Fajar mengatakan bahwa ia tak bisa berbuat banyak dengan kondisi yang sudah serba sulit ini. Ia mengaku hanya bisa pasrah.
"Yah bagaimana mau lagi, kondisinya seperti saat ini, dagangan sepi, pembeli pada kabur," kata Fajar saat ditemui di lapak dagangannya, Senin (5/9/2022).
Kenaikan harga BBM yang naik membuat kondisi pasar lesu. Omzet yang didapatkan para pedagang di Pasar Minggu turun drastis.
"Bisa, sangat bisa (turun omzet). Ini saja belum laku semua. Kalau sudah malam begini biasanya sudah hampir habis. Kini sudah 2 sampai 3 hari dagangan belum laku, yang ada nanti dibuang busuk semua," katanya.
Fajar juga berjualan kebutuhan dapur seperti bawang merah, cabai dan aneka sayuran lainnya. Ia hanya bisa meratapi nasibnya sebagai orang kecil.

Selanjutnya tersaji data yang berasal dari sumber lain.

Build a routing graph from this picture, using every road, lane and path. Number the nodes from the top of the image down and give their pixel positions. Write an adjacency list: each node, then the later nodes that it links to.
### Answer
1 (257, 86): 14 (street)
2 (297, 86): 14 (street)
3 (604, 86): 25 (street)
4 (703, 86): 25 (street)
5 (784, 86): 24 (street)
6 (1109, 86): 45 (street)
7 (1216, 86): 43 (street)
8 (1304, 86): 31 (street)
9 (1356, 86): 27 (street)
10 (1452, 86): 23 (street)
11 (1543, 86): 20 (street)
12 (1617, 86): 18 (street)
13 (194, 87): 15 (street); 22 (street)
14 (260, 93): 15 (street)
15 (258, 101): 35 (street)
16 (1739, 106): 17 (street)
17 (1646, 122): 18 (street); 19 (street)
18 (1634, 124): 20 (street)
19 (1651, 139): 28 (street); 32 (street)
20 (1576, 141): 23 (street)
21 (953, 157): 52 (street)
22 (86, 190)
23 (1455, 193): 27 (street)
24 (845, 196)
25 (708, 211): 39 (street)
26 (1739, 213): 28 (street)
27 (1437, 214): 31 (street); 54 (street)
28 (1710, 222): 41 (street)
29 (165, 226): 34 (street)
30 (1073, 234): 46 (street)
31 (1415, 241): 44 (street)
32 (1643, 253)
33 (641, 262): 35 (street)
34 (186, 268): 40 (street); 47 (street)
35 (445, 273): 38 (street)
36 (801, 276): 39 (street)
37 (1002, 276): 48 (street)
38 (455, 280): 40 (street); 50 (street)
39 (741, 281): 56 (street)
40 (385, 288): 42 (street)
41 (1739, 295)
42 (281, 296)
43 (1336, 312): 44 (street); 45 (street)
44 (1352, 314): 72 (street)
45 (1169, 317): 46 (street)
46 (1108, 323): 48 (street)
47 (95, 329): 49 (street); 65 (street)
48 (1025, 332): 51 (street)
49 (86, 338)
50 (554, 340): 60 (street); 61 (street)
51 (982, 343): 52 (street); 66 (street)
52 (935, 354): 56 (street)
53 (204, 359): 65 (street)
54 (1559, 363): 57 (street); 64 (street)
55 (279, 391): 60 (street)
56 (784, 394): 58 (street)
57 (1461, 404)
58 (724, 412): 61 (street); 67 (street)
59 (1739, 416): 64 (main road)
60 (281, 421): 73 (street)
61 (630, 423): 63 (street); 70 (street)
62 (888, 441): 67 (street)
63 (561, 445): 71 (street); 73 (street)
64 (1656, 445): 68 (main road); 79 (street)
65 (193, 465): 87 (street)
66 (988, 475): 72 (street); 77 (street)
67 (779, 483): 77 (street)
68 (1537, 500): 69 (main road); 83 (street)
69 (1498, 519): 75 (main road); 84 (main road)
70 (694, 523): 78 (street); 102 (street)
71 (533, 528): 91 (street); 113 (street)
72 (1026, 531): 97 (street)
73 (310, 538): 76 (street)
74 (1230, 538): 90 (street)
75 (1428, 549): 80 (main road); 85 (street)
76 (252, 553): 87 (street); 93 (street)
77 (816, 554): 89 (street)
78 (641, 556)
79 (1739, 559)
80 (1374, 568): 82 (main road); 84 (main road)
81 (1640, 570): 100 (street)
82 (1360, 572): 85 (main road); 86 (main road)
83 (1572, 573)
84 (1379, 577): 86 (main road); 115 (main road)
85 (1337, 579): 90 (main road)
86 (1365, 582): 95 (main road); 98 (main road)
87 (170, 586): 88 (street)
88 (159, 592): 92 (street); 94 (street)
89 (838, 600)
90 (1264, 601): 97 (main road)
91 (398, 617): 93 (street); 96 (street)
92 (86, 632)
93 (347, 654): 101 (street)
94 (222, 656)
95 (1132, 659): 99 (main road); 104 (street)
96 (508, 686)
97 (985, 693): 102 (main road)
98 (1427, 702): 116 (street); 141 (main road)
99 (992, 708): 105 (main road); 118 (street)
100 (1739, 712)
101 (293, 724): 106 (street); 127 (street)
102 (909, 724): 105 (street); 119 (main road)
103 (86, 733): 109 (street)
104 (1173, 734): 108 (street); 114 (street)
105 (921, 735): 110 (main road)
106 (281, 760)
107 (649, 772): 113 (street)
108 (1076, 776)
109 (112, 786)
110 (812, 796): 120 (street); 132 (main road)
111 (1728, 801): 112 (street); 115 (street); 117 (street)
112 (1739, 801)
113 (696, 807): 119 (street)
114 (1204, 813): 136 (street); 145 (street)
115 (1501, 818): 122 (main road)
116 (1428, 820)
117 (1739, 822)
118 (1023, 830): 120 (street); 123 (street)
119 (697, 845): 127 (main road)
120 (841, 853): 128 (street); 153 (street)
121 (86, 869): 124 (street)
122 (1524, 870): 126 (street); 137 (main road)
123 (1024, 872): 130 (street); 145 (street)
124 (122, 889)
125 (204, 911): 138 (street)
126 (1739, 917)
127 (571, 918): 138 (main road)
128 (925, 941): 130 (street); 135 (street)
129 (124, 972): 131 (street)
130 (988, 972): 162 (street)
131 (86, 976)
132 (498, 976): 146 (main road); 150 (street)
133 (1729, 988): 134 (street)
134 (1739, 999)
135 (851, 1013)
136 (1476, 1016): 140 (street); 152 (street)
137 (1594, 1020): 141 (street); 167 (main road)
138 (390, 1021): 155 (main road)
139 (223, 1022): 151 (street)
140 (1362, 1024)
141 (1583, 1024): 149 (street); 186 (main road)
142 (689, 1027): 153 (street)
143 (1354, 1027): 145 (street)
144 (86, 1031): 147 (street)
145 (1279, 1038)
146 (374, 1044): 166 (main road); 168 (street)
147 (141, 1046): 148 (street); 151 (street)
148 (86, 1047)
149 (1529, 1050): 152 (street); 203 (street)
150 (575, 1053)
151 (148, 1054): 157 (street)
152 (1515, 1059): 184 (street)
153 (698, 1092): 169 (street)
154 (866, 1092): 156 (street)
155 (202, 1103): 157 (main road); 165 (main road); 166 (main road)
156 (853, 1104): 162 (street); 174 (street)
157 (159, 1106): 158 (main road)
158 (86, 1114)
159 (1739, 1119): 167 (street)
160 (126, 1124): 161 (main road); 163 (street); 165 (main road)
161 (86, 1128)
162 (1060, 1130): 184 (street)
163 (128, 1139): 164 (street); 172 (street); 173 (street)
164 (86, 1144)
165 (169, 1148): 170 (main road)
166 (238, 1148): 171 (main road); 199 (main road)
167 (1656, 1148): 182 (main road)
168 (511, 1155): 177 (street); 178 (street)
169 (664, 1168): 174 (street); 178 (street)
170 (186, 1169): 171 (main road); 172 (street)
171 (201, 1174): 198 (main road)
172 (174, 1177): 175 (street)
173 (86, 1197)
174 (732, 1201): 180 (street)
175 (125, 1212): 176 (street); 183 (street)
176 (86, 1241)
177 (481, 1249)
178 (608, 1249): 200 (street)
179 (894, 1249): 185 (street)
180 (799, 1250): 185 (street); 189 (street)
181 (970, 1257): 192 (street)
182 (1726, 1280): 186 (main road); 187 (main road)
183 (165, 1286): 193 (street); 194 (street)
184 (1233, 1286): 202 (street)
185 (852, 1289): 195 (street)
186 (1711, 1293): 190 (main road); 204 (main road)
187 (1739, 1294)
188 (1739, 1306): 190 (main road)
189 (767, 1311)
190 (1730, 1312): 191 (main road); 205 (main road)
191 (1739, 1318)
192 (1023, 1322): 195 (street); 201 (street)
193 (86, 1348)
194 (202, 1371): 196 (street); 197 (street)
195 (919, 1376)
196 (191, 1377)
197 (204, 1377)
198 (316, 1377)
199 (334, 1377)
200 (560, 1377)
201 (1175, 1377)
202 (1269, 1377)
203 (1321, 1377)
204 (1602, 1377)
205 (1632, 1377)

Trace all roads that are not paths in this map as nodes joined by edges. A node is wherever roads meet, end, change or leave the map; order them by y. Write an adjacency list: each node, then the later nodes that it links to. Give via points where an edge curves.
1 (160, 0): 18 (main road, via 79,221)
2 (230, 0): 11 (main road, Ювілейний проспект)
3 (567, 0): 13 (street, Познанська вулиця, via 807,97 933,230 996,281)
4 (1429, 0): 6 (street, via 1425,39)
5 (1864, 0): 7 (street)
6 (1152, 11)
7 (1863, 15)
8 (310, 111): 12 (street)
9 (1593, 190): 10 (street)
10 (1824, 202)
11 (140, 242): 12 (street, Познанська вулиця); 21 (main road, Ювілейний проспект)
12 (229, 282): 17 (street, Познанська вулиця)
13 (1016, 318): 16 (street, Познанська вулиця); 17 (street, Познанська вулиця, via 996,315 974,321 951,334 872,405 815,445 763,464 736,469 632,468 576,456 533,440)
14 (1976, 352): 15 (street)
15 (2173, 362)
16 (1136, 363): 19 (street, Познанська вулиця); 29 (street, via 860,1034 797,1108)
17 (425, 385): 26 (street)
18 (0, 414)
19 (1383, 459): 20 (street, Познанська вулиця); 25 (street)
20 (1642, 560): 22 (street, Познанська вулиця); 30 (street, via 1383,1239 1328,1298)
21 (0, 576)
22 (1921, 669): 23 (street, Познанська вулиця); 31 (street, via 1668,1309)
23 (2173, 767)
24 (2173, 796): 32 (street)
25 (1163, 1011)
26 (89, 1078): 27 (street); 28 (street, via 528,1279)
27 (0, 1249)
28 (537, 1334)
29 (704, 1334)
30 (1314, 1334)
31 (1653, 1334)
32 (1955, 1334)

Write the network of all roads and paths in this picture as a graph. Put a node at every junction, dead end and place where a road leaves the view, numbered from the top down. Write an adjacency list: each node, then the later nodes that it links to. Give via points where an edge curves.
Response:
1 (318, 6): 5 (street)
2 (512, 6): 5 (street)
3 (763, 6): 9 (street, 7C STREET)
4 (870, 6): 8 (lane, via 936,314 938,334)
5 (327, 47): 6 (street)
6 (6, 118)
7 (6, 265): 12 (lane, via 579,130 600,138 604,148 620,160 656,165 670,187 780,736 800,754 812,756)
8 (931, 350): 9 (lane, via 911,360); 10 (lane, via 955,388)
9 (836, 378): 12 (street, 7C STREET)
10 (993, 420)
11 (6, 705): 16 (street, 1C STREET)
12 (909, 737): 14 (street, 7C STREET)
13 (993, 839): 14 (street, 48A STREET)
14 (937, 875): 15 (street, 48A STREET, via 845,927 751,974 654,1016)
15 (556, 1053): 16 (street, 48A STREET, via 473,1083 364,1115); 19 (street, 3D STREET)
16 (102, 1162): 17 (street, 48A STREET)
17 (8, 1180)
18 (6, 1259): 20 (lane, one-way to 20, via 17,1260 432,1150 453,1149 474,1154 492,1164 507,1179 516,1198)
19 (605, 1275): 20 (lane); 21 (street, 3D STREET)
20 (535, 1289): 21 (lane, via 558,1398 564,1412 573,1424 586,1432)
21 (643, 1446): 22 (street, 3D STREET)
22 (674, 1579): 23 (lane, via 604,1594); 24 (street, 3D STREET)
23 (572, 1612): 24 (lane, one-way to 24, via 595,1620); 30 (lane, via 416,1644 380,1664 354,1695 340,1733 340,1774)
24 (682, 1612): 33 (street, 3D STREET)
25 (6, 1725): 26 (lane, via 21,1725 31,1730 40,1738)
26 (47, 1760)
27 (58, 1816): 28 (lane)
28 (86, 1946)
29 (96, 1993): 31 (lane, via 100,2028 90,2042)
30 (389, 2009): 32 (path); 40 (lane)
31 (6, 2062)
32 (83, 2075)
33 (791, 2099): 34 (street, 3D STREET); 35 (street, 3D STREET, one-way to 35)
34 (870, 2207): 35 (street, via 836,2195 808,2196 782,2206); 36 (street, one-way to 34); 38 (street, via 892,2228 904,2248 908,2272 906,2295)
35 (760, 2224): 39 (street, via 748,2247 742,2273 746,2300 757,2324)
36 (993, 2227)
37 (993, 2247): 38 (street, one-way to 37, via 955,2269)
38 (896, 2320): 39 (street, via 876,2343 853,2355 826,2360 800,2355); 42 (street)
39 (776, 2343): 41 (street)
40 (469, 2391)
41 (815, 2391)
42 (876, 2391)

"Yah namanya hidup mas, kita juga orang kecil, enggak bisa berbuat banyak," katanya.
Ia juga berharap agar pemerintah bisa peduli dengan nasib para pedagang pasar, dirinya juga berharap ada upaya pemerintah untuk solusi para pedagang pasar.
Baca Juga: Kreatif! Beginilah Cara Pemuda Ini Hadapi Kenaikan BBM
"Yah, kita pengen bahwa dagang kita habis, enggak ambil banyak deh, yang penting habis saja. Ini kan sudah masih banyak, pembeli enggak ada karena mahal jadi kita serba susah ini," imbuhnya.
Harga cabai sekarang di Pasar Minggu, Jakarta Selatan, Senin (5/9/2022) mengalami kenaikan sebanyak Rp 5.000 per kilogram.
Harga cabai keriting juga mengalami kenaikan, harga jualnya kini sudah menembus Rp 80.000 per kilogram atau naik sebesar Rp 5.000 dari harga sebelumnya sekitar Rp 75.000 per kilogram.